Activity:
Using the listing below, return every line that includes "Drive".
++++ Material for this exercise
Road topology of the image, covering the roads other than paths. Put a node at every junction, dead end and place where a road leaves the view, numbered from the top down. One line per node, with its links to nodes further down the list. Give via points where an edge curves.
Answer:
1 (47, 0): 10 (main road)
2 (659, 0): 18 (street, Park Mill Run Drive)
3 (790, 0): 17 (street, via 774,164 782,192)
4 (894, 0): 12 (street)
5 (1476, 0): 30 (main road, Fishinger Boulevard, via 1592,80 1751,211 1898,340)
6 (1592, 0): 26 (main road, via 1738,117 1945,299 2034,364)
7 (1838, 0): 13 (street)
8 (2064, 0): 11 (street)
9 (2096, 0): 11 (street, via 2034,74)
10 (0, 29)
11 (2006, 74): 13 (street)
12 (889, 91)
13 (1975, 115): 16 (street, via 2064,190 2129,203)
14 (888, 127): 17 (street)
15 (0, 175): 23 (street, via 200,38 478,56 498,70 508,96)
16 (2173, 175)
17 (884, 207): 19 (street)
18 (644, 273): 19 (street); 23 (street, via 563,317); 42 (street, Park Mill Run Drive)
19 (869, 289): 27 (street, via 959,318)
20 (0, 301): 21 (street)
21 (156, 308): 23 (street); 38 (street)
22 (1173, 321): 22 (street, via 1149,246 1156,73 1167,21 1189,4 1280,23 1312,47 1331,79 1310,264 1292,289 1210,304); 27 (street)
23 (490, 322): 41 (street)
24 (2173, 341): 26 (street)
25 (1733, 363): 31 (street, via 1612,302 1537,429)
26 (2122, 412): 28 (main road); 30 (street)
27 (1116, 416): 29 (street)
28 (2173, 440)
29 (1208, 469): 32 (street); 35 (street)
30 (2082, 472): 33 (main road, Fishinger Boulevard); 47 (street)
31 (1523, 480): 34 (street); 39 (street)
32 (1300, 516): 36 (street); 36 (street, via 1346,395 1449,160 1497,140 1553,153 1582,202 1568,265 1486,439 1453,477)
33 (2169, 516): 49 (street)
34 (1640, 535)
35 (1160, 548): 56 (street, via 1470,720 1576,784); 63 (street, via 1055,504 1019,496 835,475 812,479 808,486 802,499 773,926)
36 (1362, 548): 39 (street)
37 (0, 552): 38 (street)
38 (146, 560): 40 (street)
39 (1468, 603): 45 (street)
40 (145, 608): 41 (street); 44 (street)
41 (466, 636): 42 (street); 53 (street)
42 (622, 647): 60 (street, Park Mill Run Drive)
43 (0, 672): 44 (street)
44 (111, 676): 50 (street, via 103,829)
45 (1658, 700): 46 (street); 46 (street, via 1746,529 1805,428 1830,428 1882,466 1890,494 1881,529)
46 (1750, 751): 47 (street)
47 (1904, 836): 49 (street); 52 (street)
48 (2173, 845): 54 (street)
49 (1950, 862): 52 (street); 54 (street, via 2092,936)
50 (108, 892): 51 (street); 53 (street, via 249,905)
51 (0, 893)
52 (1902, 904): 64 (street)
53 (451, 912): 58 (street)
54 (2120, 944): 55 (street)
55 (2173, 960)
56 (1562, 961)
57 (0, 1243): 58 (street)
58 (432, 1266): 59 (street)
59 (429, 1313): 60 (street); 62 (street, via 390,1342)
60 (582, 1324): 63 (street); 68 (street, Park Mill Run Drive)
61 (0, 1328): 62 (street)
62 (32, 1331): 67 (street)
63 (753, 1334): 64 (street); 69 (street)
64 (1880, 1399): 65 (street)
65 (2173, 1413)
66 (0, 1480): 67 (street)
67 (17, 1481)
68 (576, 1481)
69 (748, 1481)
++++++++
Expected output:
2 (659, 0): 18 (street, Park Mill Run Drive)
18 (644, 273): 19 (street); 23 (street, via 563,317); 42 (street, Park Mill Run Drive)
42 (622, 647): 60 (street, Park Mill Run Drive)
60 (582, 1324): 63 (street); 68 (street, Park Mill Run Drive)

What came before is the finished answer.